§ **What to do**
Reproduce each record exactly.

§ **Raw data**
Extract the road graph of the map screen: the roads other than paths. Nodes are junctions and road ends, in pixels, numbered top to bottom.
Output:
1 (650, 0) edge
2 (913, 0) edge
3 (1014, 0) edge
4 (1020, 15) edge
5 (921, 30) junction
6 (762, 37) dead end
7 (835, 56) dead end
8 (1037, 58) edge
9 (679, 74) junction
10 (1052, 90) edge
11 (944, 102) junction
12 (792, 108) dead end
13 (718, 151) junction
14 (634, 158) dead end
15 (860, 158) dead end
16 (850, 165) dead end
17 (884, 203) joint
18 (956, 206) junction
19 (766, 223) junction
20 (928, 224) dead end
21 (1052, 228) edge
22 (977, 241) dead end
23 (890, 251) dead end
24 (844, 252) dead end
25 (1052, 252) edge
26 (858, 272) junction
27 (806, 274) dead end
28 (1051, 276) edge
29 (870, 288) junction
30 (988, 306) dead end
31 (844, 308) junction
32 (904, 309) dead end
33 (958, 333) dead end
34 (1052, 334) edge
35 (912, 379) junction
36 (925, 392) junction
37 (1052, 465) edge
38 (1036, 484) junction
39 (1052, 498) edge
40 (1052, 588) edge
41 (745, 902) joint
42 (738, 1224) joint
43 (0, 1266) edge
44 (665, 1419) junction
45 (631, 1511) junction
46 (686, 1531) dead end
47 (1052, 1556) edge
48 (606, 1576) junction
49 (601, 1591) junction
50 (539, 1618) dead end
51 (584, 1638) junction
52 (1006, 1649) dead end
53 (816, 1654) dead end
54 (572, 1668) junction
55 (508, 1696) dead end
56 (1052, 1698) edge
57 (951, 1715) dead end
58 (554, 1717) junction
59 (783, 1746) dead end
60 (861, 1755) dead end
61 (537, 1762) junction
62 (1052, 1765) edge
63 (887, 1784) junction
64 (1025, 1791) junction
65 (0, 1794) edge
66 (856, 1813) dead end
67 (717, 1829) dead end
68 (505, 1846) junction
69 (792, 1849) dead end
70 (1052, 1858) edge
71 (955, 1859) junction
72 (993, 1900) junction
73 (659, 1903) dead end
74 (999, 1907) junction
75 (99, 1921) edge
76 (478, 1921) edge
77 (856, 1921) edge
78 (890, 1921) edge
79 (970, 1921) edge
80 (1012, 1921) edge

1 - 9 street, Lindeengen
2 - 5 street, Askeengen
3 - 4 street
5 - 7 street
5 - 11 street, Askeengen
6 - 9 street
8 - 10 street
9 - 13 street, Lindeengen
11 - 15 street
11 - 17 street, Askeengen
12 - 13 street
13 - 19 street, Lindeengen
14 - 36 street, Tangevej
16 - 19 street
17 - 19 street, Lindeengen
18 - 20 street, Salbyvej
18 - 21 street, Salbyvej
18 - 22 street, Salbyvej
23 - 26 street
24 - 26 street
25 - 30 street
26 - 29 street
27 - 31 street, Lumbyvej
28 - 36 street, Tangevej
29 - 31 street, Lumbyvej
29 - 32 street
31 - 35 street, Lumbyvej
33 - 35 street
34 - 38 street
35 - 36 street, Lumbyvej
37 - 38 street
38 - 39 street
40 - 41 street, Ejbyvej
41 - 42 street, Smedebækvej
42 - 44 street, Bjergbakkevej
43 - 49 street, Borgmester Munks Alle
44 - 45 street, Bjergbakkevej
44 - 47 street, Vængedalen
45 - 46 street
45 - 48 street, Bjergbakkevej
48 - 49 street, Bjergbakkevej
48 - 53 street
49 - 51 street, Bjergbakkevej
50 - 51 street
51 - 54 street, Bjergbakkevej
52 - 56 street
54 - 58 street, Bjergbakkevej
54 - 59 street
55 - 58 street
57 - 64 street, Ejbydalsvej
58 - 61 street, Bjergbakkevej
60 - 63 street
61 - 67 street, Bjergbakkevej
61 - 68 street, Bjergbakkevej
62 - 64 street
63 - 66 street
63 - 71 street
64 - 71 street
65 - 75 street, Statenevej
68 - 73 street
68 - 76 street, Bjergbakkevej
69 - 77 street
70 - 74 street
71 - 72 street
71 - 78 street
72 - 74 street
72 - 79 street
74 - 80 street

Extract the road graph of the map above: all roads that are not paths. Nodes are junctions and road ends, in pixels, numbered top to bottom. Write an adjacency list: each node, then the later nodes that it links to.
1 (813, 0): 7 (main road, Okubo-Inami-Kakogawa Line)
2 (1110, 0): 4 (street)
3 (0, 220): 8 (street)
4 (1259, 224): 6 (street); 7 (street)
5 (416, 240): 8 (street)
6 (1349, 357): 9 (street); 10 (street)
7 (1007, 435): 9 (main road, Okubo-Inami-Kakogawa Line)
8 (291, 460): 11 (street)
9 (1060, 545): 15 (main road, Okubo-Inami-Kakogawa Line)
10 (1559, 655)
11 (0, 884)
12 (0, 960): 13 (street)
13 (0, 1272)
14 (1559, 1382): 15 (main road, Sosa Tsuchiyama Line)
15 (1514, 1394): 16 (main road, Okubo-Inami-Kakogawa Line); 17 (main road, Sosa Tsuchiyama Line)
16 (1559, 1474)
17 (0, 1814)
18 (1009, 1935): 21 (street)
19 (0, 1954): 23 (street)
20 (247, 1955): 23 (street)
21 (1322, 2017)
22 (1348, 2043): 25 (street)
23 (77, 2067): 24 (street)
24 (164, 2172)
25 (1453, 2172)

§ **Solution to this exercise**
Extract the road graph of the map screen: the roads other than paths. Nodes are junctions and road ends, in pixels, numbered top to bottom.
Output:
1 (650, 0) edge
2 (913, 0) edge
3 (1014, 0) edge
4 (1020, 15) edge
5 (921, 30) junction
6 (762, 37) dead end
7 (835, 56) dead end
8 (1037, 58) edge
9 (679, 74) junction
10 (1052, 90) edge
11 (944, 102) junction
12 (792, 108) dead end
13 (718, 151) junction
14 (634, 158) dead end
15 (860, 158) dead end
16 (850, 165) dead end
17 (884, 203) joint
18 (956, 206) junction
19 (766, 223) junction
20 (928, 224) dead end
21 (1052, 228) edge
22 (977, 241) dead end
23 (890, 251) dead end
24 (844, 252) dead end
25 (1052, 252) edge
26 (858, 272) junction
27 (806, 274) dead end
28 (1051, 276) edge
29 (870, 288) junction
30 (988, 306) dead end
31 (844, 308) junction
32 (904, 309) dead end
33 (958, 333) dead end
34 (1052, 334) edge
35 (912, 379) junction
36 (925, 392) junction
37 (1052, 465) edge
38 (1036, 484) junction
39 (1052, 498) edge
40 (1052, 588) edge
41 (745, 902) joint
42 (738, 1224) joint
43 (0, 1266) edge
44 (665, 1419) junction
45 (631, 1511) junction
46 (686, 1531) dead end
47 (1052, 1556) edge
48 (606, 1576) junction
49 (601, 1591) junction
50 (539, 1618) dead end
51 (584, 1638) junction
52 (1006, 1649) dead end
53 (816, 1654) dead end
54 (572, 1668) junction
55 (508, 1696) dead end
56 (1052, 1698) edge
57 (951, 1715) dead end
58 (554, 1717) junction
59 (783, 1746) dead end
60 (861, 1755) dead end
61 (537, 1762) junction
62 (1052, 1765) edge
63 (887, 1784) junction
64 (1025, 1791) junction
65 (0, 1794) edge
66 (856, 1813) dead end
67 (717, 1829) dead end
68 (505, 1846) junction
69 (792, 1849) dead end
70 (1052, 1858) edge
71 (955, 1859) junction
72 (993, 1900) junction
73 (659, 1903) dead end
74 (999, 1907) junction
75 (99, 1921) edge
76 (478, 1921) edge
77 (856, 1921) edge
78 (890, 1921) edge
79 (970, 1921) edge
80 (1012, 1921) edge

1 - 9 street, Lindeengen
2 - 5 street, Askeengen
3 - 4 street
5 - 7 street
5 - 11 street, Askeengen
6 - 9 street
8 - 10 street
9 - 13 street, Lindeengen
11 - 15 street
11 - 17 street, Askeengen
12 - 13 street
13 - 19 street, Lindeengen
14 - 36 street, Tangevej
16 - 19 street
17 - 19 street, Lindeengen
18 - 20 street, Salbyvej
18 - 21 street, Salbyvej
18 - 22 street, Salbyvej
23 - 26 street
24 - 26 street
25 - 30 street
26 - 29 street
27 - 31 street, Lumbyvej
28 - 36 street, Tangevej
29 - 31 street, Lumbyvej
29 - 32 street
31 - 35 street, Lumbyvej
33 - 35 street
34 - 38 street
35 - 36 street, Lumbyvej
37 - 38 street
38 - 39 street
40 - 41 street, Ejbyvej
41 - 42 street, Smedebækvej
42 - 44 street, Bjergbakkevej
43 - 49 street, Borgmester Munks Alle
44 - 45 street, Bjergbakkevej
44 - 47 street, Vængedalen
45 - 46 street
45 - 48 street, Bjergbakkevej
48 - 49 street, Bjergbakkevej
48 - 53 street
49 - 51 street, Bjergbakkevej
50 - 51 street
51 - 54 street, Bjergbakkevej
52 - 56 street
54 - 58 street, Bjergbakkevej
54 - 59 street
55 - 58 street
57 - 64 street, Ejbydalsvej
58 - 61 street, Bjergbakkevej
60 - 63 street
61 - 67 street, Bjergbakkevej
61 - 68 street, Bjergbakkevej
62 - 64 street
63 - 66 street
63 - 71 street
64 - 71 street
65 - 75 street, Statenevej
68 - 73 street
68 - 76 street, Bjergbakkevej
69 - 77 street
70 - 74 street
71 - 72 street
71 - 78 street
72 - 74 street
72 - 79 street
74 - 80 street

Extract the road graph of the map above: all roads that are not paths. Nodes are junctions and road ends, in pixels, numbered top to bottom. Write an adjacency list: each node, then the later nodes that it links to.
1 (813, 0): 7 (main road, Okubo-Inami-Kakogawa Line)
2 (1110, 0): 4 (street)
3 (0, 220): 8 (street)
4 (1259, 224): 6 (street); 7 (street)
5 (416, 240): 8 (street)
6 (1349, 357): 9 (street); 10 (street)
7 (1007, 435): 9 (main road, Okubo-Inami-Kakogawa Line)
8 (291, 460): 11 (street)
9 (1060, 545): 15 (main road, Okubo-Inami-Kakogawa Line)
10 (1559, 655)
11 (0, 884)
12 (0, 960): 13 (street)
13 (0, 1272)
14 (1559, 1382): 15 (main road, Sosa Tsuchiyama Line)
15 (1514, 1394): 16 (main road, Okubo-Inami-Kakogawa Line); 17 (main road, Sosa Tsuchiyama Line)
16 (1559, 1474)
17 (0, 1814)
18 (1009, 1935): 21 (street)
19 (0, 1954): 23 (street)
20 (247, 1955): 23 (street)
21 (1322, 2017)
22 (1348, 2043): 25 (street)
23 (77, 2067): 24 (street)
24 (164, 2172)
25 (1453, 2172)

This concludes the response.